● Records to use:
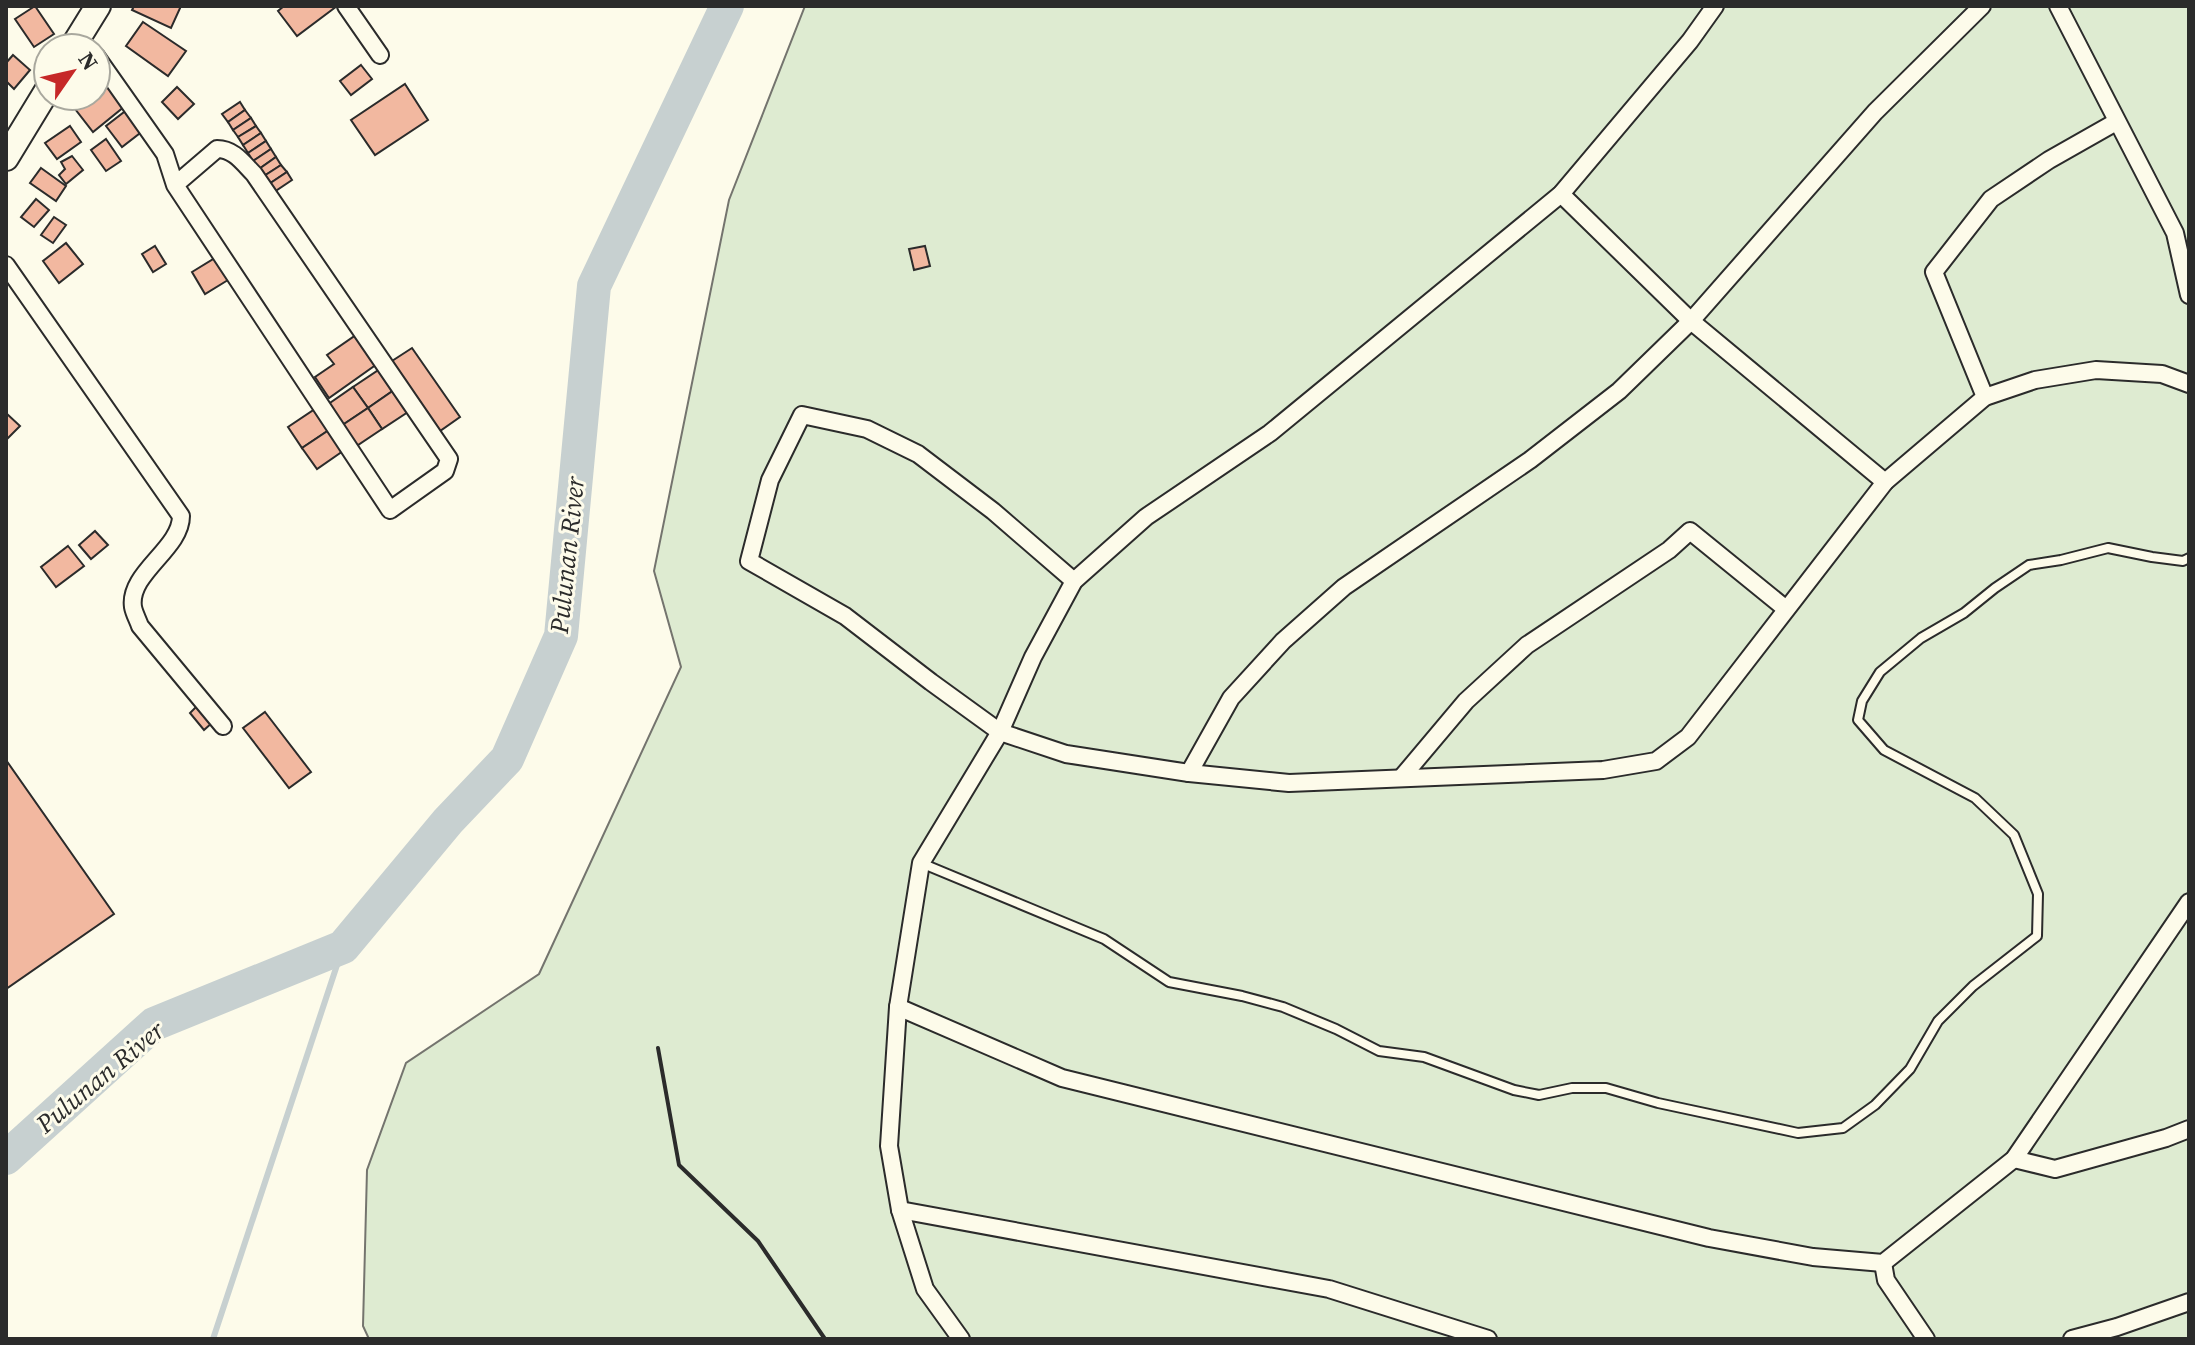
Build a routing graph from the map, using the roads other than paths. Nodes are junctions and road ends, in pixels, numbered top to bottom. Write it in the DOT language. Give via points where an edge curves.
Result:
graph roads {
  1 [pos="98,6"];
  2 [pos="346,6"];
  3 [pos="1715,6"];
  4 [pos="1982,6"];
  5 [pos="2058,6"];
  6 [pos="86,32"];
  7 [pos="380,55"];
  8 [pos="112,79"];
  9 [pos="34,112"];
  10 [pos="2116,122"];
  11 [pos="6,158"];
  12 [pos="175,185"];
  13 [pos="1561,194"];
  14 [pos="6,265"];
  15 [pos="2189,295"];
  16 [pos="1691,321"];
  17 [pos="2189,384"];
  18 [pos="1985,397"];
  19 [pos="1885,482"];
  20 [pos="2189,558"];
  21 [pos="1074,581"];
  22 [pos="1786,609"];
  23 [pos="223,726"];
  24 [pos="1000,732"];
  25 [pos="1189,773"];
  26 [pos="1402,777"];
  27 [pos="921,863"];
  28 [pos="2189,902"];
  29 [pos="898,1007"];
  30 [pos="2189,1129"];
  31 [pos="2014,1159"];
  32 [pos="900,1210"];
  33 [pos="1883,1263"];
  34 [pos="2189,1302"];
  35 [pos="961,1339"];
  36 [pos="1488,1339"];
  37 [pos="1926,1339"];
  38 [pos="2072,1339"];
  1 -- 6 [label="main road"];
  2 -- 7 [label="street"];
  3 -- 13 [label="street"];
  4 -- 16 [label="street" via="1875,112"];
  5 -- 10 [label="street"];
  8 -- 12 [label="street" via="165,154"];
  9 -- 11 [label="main road"];
  10 -- 15 [label="street" via="2175,233"];
  10 -- 18 [label="street" via="1991,199 1934,272"];
  12 -- 12 [label="street" via="390,510 445,471 449,459 254,174 236,155 217,149"];
  13 -- 16 [label="street"];
  13 -- 21 [label="street" via="1270,433 1146,517"];
  14 -- 23 [label="street" via="181,516 179,528 137,585 133,606 140,626"];
  16 -- 19 [label="street"];
  16 -- 25 [label="street" via="1619,391 1530,460 1344,587 1283,641 1231,698"];
  17 -- 18 [label="street" via="2162,374 2096,370 2035,380"];
  18 -- 19 [label="street"];
  19 -- 22 [label="street"];
  20 -- 27 [label="lane" via="2108,548 2029,565 1921,638 1880,672 1862,701 1858,720 1884,750 1975,798 2014,835 2038,894 2037,936 1973,986 1938,1021 1910,1069 1843,1128 1798,1133 1606,1088 1539,1095 1514,1090 1424,1057 1379,1051 1283,1007 1169,982 1104,939"];
  21 -- 24 [label="street"];
  21 -- 24 [label="street" via="918,454 867,429 802,415 770,480 749,561 845,616"];
  22 -- 26 [label="street" via="1688,737 1656,761 1603,770"];
  22 -- 26 [label="street" via="1690,531 1527,645 1466,701"];
  24 -- 25 [label="street" via="1066,754"];
  24 -- 27 [label="street"];
  25 -- 26 [label="street" via="1289,783"];
  27 -- 29 [label="street"];
  28 -- 31 [label="street"];
  29 -- 32 [label="street" via="889,1146"];
  29 -- 33 [label="street" via="1062,1078 1709,1238 1813,1257"];
  30 -- 31 [label="street" via="2055,1169"];
  31 -- 33 [label="street"];
  32 -- 35 [label="street" via="925,1289"];
  32 -- 36 [label="street" via="1329,1289"];
  33 -- 37 [label="street" via="1886,1280"];
  34 -- 38 [label="street"];
}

● Task to carry out:
Answer with one number, namely how many lines of the material hold the string "graph".

● Solution for this exercise:
2